=== Excerpted data ===
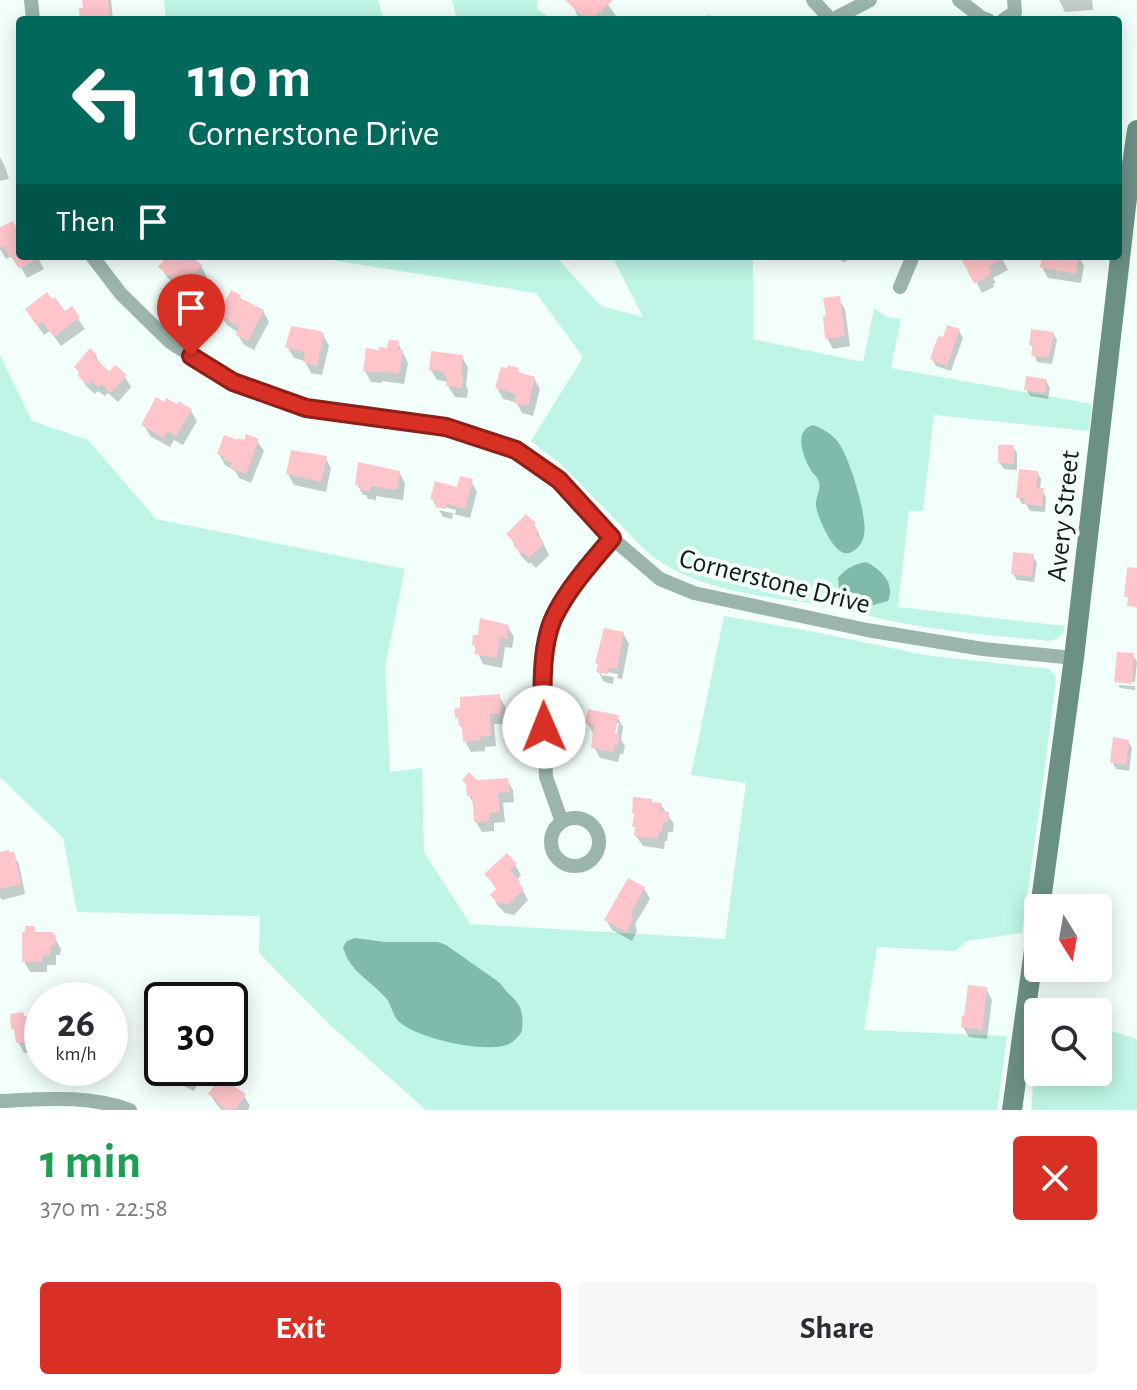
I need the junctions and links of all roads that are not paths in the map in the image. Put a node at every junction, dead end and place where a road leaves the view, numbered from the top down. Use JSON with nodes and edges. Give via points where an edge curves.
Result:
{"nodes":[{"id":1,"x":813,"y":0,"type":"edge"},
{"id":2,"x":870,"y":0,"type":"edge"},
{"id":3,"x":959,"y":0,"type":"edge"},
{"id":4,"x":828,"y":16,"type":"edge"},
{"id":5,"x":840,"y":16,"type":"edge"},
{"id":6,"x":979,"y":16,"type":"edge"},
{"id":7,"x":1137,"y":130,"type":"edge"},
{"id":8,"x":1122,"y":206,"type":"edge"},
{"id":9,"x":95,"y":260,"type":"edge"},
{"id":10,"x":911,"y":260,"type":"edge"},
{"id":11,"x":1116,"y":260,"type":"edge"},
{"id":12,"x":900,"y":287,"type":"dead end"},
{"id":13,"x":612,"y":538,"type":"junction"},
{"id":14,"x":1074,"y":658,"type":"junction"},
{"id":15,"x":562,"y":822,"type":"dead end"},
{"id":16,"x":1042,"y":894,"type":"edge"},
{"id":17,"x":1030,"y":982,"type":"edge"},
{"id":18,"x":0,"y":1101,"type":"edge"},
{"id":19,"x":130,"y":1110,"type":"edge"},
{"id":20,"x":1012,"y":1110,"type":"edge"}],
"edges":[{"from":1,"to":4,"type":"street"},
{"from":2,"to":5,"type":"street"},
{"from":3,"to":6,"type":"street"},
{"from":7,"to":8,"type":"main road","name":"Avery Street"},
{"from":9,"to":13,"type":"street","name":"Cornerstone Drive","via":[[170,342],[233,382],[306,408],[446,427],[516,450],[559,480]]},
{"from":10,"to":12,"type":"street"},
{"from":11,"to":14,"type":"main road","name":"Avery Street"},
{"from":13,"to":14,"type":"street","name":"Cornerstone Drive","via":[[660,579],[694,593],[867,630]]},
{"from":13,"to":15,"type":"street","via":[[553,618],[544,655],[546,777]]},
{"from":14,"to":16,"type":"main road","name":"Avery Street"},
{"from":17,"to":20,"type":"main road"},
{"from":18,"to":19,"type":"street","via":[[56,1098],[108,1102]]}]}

=== About this task ===
I would like the number of lines in the material above that contain the string "Drive", with no other words in the reply.

=== Solution to the exercise ===
2